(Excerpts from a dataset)

-*-

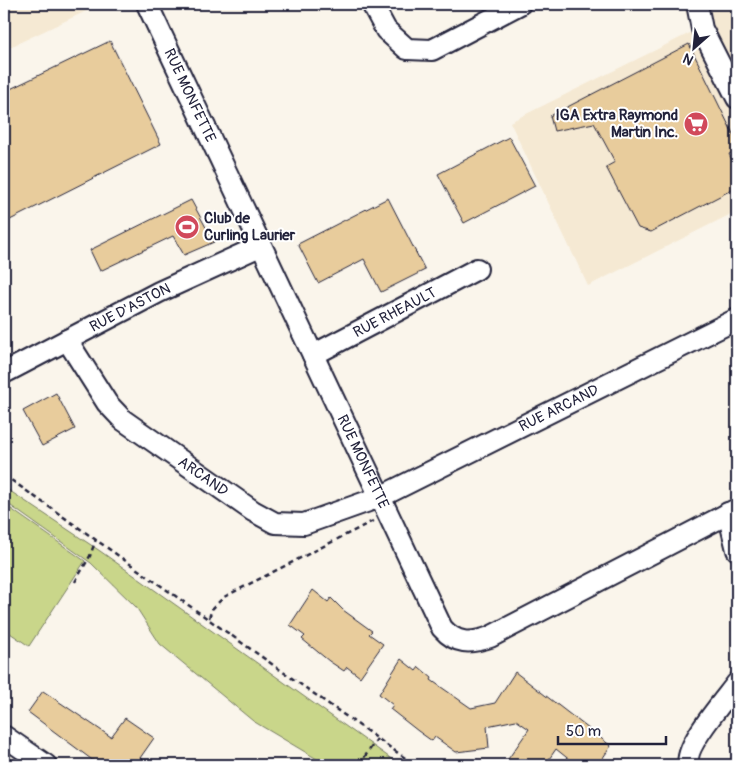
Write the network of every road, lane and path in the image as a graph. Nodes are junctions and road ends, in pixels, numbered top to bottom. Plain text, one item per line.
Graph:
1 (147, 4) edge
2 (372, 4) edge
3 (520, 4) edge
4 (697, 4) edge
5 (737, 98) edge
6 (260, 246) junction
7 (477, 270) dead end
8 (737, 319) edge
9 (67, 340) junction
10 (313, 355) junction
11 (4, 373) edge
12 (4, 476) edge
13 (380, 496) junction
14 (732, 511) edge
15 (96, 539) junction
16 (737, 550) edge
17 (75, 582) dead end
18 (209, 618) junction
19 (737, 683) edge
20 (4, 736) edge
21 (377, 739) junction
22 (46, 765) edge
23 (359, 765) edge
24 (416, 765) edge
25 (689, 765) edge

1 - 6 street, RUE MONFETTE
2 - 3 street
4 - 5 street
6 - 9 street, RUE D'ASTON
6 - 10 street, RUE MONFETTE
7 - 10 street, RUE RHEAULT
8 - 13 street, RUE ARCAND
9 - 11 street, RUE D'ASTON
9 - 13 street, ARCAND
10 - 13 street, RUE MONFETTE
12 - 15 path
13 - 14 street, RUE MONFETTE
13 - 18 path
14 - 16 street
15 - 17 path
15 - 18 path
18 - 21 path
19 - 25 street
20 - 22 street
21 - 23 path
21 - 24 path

-*-

= Task prompt =
All of the data above should be transcribed verbatim, with pictures omitted.

= Answer area =
Write the network of every road, lane and path in the image as a graph. Nodes are junctions and road ends, in pixels, numbered top to bottom. Plain text, one item per line.
Graph:
1 (147, 4) edge
2 (372, 4) edge
3 (520, 4) edge
4 (697, 4) edge
5 (737, 98) edge
6 (260, 246) junction
7 (477, 270) dead end
8 (737, 319) edge
9 (67, 340) junction
10 (313, 355) junction
11 (4, 373) edge
12 (4, 476) edge
13 (380, 496) junction
14 (732, 511) edge
15 (96, 539) junction
16 (737, 550) edge
17 (75, 582) dead end
18 (209, 618) junction
19 (737, 683) edge
20 (4, 736) edge
21 (377, 739) junction
22 (46, 765) edge
23 (359, 765) edge
24 (416, 765) edge
25 (689, 765) edge

1 - 6 street, RUE MONFETTE
2 - 3 street
4 - 5 street
6 - 9 street, RUE D'ASTON
6 - 10 street, RUE MONFETTE
7 - 10 street, RUE RHEAULT
8 - 13 street, RUE ARCAND
9 - 11 street, RUE D'ASTON
9 - 13 street, ARCAND
10 - 13 street, RUE MONFETTE
12 - 15 path
13 - 14 street, RUE MONFETTE
13 - 18 path
14 - 16 street
15 - 17 path
15 - 18 path
18 - 21 path
19 - 25 street
20 - 22 street
21 - 23 path
21 - 24 path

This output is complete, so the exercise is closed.